START The data

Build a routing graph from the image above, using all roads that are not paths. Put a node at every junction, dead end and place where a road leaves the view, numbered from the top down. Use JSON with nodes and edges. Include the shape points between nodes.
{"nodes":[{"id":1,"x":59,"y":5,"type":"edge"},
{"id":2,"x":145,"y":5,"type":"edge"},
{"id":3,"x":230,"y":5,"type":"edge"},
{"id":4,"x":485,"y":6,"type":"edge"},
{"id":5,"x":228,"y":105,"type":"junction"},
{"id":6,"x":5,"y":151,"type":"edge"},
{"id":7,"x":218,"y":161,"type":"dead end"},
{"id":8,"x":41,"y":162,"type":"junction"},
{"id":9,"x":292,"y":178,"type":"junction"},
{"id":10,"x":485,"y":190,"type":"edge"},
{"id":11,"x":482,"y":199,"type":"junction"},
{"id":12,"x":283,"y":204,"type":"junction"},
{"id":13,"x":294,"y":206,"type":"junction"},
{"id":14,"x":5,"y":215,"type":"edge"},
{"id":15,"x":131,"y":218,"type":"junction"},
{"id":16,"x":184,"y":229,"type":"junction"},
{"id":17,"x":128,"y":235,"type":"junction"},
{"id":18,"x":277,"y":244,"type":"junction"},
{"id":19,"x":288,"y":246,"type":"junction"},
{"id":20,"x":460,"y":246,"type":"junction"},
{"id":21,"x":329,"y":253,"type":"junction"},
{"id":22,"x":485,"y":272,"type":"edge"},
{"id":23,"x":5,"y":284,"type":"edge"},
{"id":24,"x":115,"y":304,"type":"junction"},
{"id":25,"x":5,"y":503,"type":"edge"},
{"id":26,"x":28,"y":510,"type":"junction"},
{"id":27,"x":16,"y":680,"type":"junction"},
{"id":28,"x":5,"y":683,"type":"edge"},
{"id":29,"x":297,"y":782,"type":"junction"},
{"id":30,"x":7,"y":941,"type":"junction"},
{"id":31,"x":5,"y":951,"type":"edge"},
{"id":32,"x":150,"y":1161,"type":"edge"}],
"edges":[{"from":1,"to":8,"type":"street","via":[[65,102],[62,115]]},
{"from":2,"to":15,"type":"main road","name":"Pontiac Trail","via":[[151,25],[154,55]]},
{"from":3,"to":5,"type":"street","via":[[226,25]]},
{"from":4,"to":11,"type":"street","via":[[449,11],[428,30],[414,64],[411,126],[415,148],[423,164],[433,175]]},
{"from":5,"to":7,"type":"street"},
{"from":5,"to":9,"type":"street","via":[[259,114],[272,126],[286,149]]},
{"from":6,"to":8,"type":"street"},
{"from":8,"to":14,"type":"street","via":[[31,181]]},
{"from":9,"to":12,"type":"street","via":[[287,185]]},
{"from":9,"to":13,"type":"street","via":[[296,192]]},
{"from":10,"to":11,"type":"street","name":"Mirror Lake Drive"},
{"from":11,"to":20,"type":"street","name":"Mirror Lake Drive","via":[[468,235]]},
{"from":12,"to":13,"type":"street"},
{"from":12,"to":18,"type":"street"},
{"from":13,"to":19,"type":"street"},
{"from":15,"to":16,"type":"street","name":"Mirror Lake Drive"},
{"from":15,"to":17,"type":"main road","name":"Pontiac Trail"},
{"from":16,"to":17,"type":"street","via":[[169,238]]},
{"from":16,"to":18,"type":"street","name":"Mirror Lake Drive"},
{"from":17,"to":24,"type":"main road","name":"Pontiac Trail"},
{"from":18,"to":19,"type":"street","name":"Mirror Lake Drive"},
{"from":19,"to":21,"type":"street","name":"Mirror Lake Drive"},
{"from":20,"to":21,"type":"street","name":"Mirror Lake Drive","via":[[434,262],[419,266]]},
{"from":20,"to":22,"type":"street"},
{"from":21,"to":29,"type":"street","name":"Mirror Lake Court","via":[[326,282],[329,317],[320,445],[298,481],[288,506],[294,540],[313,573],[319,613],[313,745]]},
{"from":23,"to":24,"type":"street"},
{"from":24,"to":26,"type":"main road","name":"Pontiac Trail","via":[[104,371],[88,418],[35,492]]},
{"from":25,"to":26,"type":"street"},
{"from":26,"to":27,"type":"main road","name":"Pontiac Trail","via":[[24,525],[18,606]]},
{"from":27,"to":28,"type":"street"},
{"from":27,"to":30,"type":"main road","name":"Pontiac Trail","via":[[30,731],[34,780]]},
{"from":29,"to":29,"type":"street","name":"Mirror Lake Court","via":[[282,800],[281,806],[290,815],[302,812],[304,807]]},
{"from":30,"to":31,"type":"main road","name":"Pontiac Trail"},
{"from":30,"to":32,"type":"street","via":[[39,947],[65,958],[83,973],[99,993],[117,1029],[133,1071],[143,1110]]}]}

END The data

_About this task_
Search the entries above for the word "main" and copy each line where it appears.

_Result of this task_
{"from":2,"to":15,"type":"main road","name":"Pontiac Trail","via":[[151,25],[154,55]]},
{"from":15,"to":17,"type":"main road","name":"Pontiac Trail"},
{"from":17,"to":24,"type":"main road","name":"Pontiac Trail"},
{"from":24,"to":26,"type":"main road","name":"Pontiac Trail","via":[[104,371],[88,418],[35,492]]},
{"from":26,"to":27,"type":"main road","name":"Pontiac Trail","via":[[24,525],[18,606]]},
{"from":27,"to":30,"type":"main road","name":"Pontiac Trail","via":[[30,731],[34,780]]},
{"from":30,"to":31,"type":"main road","name":"Pontiac Trail"},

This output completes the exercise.